As part of recommendations, Zela said FPR should not only care about the golden eggs, but the goose that lays them too.
“Considering the vulnerabilities of ASMs in Covid-19 times, FPR must push for ring-fencing of a portion of royalties for investment in Covid-19 prevention mechanism in the ASM sector — disinfection of hot spots, provision of hand sanitisers and masks,” it said.
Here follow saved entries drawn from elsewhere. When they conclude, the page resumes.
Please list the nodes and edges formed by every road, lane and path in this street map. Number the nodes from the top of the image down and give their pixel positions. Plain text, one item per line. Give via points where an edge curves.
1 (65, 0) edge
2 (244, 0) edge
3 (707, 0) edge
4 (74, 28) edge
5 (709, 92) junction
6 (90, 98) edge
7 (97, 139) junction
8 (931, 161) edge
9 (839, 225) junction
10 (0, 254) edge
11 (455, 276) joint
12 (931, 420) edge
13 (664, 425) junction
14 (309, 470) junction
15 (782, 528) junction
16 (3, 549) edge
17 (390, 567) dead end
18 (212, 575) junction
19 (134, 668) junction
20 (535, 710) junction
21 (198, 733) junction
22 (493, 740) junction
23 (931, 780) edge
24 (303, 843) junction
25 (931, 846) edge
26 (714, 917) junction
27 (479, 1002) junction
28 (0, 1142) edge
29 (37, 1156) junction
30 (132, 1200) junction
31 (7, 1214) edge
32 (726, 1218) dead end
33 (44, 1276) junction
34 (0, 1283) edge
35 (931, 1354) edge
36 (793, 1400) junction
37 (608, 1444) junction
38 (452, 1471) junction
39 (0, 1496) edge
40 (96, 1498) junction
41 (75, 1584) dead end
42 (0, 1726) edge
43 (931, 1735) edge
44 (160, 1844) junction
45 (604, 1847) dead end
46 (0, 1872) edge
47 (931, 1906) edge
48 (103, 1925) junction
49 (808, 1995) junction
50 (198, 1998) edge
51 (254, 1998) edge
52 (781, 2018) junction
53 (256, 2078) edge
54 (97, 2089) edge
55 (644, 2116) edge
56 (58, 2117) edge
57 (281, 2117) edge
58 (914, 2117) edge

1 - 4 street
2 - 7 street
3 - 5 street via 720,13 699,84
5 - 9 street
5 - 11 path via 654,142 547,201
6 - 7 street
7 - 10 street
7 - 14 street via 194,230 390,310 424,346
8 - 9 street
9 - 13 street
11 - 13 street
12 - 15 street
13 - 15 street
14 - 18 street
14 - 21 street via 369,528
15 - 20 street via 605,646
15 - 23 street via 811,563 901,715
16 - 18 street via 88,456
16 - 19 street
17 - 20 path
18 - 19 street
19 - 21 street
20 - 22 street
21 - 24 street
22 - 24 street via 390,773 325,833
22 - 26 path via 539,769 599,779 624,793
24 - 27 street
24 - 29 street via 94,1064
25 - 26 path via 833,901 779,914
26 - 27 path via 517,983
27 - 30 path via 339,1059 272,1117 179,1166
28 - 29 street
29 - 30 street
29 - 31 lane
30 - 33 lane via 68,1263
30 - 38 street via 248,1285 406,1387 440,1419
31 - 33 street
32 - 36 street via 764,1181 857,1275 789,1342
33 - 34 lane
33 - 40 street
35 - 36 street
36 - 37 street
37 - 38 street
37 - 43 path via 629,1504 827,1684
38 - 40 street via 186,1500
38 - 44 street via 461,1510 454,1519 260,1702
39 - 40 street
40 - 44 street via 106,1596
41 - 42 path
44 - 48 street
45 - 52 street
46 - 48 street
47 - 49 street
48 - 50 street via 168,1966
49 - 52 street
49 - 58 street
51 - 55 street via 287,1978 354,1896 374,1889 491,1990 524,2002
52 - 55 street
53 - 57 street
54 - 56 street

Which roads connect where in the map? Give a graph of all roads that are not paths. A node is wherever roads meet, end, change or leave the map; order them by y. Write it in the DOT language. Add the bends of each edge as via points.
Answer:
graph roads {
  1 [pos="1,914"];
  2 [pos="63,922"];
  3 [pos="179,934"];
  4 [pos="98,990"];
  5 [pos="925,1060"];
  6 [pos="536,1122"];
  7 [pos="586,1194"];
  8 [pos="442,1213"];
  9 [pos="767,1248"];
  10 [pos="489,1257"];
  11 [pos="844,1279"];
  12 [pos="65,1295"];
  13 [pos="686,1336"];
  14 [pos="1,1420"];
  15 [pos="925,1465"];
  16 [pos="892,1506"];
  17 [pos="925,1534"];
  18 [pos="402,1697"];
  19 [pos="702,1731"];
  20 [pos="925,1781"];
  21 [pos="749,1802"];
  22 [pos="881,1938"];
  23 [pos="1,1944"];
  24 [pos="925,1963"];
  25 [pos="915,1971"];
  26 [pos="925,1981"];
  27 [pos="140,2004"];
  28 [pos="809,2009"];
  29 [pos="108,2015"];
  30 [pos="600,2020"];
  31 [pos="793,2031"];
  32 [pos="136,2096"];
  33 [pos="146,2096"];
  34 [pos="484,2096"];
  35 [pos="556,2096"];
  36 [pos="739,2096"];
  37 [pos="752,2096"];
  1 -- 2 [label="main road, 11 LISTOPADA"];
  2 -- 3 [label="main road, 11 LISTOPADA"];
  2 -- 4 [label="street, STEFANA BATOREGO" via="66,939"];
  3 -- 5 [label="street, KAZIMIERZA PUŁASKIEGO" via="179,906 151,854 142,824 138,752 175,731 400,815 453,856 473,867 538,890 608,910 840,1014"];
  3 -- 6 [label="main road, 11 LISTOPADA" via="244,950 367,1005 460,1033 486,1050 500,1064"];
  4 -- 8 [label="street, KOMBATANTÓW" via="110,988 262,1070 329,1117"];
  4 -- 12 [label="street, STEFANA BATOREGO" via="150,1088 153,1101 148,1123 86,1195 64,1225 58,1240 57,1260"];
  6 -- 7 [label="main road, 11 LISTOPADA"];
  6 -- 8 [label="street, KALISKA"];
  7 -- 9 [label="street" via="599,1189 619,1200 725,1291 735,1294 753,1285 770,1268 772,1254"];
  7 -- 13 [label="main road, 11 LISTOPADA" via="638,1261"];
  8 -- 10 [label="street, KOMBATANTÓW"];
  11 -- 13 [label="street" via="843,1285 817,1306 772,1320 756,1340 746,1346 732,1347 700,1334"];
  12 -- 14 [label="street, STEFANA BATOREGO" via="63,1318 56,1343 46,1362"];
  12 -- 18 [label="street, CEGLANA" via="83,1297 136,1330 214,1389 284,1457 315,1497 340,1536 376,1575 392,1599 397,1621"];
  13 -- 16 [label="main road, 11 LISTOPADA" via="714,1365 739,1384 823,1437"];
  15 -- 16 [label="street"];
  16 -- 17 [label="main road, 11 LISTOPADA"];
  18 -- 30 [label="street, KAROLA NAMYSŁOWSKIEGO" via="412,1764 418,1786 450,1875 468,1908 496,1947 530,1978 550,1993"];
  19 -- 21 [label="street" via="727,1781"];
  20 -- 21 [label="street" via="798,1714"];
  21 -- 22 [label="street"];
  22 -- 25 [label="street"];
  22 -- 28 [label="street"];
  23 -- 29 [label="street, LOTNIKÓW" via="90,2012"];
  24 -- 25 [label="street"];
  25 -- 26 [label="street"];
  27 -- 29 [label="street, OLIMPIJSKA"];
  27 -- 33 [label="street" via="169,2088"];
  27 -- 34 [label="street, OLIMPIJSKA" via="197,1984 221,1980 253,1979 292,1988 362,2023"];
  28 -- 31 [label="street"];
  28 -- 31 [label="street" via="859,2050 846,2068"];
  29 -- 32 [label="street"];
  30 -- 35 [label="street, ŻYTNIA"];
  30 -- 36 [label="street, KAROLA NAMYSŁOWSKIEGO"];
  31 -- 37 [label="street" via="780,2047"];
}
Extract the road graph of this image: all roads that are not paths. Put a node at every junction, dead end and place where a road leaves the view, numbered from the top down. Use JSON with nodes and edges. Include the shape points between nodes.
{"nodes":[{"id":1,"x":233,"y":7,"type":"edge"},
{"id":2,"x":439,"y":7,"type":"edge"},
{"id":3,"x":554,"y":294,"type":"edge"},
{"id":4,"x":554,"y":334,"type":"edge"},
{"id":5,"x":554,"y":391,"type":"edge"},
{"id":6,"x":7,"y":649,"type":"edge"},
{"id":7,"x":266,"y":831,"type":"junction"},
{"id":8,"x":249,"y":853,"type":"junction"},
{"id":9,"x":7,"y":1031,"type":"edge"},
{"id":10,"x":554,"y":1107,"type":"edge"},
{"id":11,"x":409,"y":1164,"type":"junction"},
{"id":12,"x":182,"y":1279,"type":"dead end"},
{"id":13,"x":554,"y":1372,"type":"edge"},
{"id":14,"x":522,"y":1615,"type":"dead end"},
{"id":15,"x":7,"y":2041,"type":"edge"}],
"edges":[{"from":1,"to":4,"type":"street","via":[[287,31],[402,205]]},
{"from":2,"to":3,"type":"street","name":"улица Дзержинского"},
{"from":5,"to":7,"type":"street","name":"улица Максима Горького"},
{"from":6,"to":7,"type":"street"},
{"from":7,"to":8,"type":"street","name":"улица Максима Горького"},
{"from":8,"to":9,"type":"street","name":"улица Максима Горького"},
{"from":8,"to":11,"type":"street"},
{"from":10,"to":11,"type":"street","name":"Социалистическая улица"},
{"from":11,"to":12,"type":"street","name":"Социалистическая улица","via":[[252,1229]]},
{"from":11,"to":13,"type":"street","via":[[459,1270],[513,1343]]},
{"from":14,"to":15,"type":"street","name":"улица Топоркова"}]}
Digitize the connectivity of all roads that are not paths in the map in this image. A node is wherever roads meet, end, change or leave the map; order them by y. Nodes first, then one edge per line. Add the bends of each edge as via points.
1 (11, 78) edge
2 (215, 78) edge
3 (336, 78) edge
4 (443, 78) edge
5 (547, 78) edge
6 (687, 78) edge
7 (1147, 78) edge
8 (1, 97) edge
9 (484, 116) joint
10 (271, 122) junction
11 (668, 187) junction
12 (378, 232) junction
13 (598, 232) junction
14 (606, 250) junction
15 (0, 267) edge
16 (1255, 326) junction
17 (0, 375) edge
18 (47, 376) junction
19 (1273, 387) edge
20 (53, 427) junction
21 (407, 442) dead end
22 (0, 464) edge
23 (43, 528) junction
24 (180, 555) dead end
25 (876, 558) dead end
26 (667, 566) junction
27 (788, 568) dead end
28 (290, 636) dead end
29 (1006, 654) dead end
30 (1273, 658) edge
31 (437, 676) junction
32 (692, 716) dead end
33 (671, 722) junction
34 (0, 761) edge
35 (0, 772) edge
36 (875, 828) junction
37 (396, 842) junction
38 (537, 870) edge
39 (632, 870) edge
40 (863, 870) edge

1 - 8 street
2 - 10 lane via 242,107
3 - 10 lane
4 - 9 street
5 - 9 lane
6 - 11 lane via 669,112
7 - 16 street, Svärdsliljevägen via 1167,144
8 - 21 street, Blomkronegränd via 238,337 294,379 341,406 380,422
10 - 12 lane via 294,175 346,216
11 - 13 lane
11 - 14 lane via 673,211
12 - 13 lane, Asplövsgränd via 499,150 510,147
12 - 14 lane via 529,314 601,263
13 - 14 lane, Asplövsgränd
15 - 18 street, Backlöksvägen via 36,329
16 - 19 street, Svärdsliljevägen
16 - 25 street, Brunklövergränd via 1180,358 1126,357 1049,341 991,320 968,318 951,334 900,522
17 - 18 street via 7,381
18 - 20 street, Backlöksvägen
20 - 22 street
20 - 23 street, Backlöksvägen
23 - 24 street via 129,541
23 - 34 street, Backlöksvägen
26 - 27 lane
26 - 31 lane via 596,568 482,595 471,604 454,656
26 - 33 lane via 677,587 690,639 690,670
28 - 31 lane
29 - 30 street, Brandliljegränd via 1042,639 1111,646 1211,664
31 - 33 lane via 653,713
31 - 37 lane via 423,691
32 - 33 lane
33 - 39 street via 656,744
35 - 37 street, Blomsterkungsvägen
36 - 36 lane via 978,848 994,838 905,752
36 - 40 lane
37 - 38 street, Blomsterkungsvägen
“Arbitrage opportunities must be removed by ensuring that the gold payment arrangements for ASMs and large-scale miners are not differentiated except that FPR must continue paying ASGM in cash and large-scale miners through bank transfers.”
Zela said a comprehensive reform package was needed to curb the illicit gold trade by expanding focus to include legal and financial support to formalise the ASM sector.
For the first time in more than five years in Zimbabwe, annual gold deliveries to FPR from ASMs plunged in 2019 by 20%. In 2018, gold deliveries from ASMs peaked to 21,678.42kg and fell by 4,289.68kg in 2019 to 17,478.74kg.
Prior to the plunge, annual gold deliveries from ASMs phenomenally grew from 3.9 tonnes in 2014 to 21.7 tonnes in 2018, a whopping 556% increase.
The decline of ASM gold deliveries in 2019 was attributed to electricity shortages, coupled with inadequate equipment for small-scale miners to access deep gold reefs and gold leakages through smuggling.
However, ASM players felt that the decrease of the foreign currency retention threshold of 70% from 55% introduced in 2019 mainly contributed to the plunge in gold deliveries.
Latest delivery data from FPR shows that between January and April 2020, ASMs delivered 4,300.61kg of gold, a 19% decline over the comparable period in 2019.